ENTRIES SHOWN ▸
****************

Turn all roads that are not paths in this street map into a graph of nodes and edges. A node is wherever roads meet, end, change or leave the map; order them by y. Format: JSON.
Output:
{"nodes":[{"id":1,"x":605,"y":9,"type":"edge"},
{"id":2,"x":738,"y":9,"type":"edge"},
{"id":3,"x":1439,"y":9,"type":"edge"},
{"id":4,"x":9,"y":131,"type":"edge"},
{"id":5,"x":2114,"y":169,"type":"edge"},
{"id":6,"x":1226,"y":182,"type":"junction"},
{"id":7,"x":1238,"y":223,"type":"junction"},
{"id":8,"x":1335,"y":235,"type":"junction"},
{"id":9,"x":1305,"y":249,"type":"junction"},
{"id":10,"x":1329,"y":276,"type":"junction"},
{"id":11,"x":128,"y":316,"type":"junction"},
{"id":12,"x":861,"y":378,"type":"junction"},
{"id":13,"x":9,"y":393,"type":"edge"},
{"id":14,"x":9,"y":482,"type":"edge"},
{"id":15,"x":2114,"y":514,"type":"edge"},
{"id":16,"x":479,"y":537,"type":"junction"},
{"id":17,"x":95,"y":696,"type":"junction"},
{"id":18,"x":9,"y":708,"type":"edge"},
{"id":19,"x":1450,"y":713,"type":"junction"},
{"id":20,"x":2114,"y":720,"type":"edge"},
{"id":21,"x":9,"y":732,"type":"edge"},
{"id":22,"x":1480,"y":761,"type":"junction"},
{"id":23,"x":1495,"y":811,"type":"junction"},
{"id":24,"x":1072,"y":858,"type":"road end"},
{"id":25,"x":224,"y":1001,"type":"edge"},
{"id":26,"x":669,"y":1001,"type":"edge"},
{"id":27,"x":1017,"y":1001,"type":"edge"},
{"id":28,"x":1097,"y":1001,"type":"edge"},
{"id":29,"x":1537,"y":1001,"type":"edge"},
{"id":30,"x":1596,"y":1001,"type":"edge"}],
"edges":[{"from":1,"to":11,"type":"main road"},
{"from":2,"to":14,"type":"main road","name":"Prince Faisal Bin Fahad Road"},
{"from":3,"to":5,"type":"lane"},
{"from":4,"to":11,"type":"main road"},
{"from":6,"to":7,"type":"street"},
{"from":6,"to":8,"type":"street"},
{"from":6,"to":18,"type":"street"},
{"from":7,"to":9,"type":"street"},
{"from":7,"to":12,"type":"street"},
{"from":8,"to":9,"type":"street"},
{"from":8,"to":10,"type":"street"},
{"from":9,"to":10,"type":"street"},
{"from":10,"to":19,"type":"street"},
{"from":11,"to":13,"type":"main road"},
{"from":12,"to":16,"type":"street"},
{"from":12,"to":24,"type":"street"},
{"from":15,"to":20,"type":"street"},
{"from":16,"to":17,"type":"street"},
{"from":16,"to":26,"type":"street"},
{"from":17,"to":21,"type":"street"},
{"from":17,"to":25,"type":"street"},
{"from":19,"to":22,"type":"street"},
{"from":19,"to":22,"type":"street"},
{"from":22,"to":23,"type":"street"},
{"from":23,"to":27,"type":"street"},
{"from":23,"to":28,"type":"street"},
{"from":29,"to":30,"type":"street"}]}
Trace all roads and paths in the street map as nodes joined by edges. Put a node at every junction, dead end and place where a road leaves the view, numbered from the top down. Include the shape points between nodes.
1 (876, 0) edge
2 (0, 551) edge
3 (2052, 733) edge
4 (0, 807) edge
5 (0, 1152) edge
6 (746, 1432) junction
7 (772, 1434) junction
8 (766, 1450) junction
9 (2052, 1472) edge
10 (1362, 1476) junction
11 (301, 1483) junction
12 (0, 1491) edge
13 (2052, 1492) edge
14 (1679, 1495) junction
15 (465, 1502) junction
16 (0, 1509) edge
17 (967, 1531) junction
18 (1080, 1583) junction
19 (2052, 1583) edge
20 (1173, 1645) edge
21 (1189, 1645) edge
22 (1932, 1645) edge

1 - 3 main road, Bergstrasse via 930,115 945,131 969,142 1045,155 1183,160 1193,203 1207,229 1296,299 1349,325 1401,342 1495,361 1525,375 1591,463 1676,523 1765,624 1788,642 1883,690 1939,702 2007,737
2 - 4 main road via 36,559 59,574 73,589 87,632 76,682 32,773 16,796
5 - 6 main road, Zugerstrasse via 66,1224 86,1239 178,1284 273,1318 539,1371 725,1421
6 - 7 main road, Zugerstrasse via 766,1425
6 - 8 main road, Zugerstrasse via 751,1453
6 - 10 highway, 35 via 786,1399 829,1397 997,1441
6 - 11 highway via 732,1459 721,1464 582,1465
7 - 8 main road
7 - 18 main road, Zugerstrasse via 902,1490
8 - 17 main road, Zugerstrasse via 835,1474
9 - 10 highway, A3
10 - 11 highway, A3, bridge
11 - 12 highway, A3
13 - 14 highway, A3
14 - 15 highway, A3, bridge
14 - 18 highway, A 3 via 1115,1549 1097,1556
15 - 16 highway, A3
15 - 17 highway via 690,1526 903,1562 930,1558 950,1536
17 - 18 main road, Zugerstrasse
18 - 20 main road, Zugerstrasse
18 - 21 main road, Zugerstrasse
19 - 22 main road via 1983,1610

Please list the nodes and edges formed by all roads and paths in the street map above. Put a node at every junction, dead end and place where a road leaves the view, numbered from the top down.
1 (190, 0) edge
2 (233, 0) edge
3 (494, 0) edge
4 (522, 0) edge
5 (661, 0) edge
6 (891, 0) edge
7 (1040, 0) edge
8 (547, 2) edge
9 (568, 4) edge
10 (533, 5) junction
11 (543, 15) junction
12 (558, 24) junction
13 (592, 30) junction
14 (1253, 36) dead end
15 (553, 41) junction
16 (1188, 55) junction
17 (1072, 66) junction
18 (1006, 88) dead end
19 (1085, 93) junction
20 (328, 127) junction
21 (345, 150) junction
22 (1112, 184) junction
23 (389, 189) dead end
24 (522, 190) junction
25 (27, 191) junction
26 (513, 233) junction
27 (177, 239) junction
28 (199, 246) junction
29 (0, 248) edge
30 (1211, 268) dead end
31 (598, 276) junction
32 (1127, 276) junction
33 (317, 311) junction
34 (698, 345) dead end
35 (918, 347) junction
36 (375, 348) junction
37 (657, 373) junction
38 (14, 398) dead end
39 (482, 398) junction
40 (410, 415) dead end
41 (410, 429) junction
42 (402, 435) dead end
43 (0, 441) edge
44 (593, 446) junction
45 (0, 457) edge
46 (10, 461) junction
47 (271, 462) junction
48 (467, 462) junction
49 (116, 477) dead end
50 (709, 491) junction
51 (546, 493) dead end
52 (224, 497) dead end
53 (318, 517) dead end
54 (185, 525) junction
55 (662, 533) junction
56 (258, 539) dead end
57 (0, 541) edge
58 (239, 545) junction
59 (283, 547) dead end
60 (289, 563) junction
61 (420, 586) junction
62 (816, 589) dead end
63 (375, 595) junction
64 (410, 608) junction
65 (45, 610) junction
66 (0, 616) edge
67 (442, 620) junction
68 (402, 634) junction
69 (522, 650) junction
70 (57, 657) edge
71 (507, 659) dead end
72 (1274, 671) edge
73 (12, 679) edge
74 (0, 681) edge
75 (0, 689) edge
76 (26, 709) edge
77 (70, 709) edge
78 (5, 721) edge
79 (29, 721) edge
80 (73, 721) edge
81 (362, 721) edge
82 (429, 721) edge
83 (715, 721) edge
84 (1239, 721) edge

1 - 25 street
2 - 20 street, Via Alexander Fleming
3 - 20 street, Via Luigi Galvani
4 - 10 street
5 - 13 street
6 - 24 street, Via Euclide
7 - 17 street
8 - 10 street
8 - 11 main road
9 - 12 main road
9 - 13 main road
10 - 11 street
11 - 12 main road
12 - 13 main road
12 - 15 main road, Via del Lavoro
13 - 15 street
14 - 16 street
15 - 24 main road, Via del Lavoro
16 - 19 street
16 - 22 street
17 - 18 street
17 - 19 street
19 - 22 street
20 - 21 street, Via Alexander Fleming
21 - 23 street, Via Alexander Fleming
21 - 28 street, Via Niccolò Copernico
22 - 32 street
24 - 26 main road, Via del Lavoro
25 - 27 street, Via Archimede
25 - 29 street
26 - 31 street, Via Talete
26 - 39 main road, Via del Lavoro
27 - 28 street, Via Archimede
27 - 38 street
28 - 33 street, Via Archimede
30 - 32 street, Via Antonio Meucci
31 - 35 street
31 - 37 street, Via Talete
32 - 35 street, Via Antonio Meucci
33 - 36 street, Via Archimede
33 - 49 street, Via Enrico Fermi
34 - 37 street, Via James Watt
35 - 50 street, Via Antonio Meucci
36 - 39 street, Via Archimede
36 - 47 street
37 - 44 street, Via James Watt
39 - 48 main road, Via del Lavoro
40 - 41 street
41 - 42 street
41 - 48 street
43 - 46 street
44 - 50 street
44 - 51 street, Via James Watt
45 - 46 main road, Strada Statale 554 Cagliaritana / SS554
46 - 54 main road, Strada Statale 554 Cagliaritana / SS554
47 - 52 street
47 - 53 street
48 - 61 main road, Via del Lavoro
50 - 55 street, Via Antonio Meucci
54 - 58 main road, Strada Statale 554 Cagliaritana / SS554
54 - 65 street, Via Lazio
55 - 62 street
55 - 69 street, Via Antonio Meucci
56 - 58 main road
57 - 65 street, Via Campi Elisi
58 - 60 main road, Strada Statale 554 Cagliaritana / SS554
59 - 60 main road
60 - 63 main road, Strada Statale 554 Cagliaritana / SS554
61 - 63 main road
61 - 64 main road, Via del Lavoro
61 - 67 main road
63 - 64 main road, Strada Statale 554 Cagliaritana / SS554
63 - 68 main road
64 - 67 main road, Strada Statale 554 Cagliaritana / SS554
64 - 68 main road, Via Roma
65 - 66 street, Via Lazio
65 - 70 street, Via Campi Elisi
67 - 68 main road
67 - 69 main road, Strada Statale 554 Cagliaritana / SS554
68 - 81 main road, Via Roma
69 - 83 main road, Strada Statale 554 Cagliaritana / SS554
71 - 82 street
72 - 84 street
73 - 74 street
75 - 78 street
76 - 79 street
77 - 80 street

****************

WORK ORDER ▸
Check each line of the data above for the string "every", and copy the ones that have it.

RESPONSE ▸
Trace all roads and paths in the street map as nodes joined by edges. Put a node at every junction, dead end and place where a road leaves the view, numbered from the top down. Include the shape points between nodes.
Please list the nodes and edges formed by all roads and paths in the street map above. Put a node at every junction, dead end and place where a road leaves the view, numbered from the top down.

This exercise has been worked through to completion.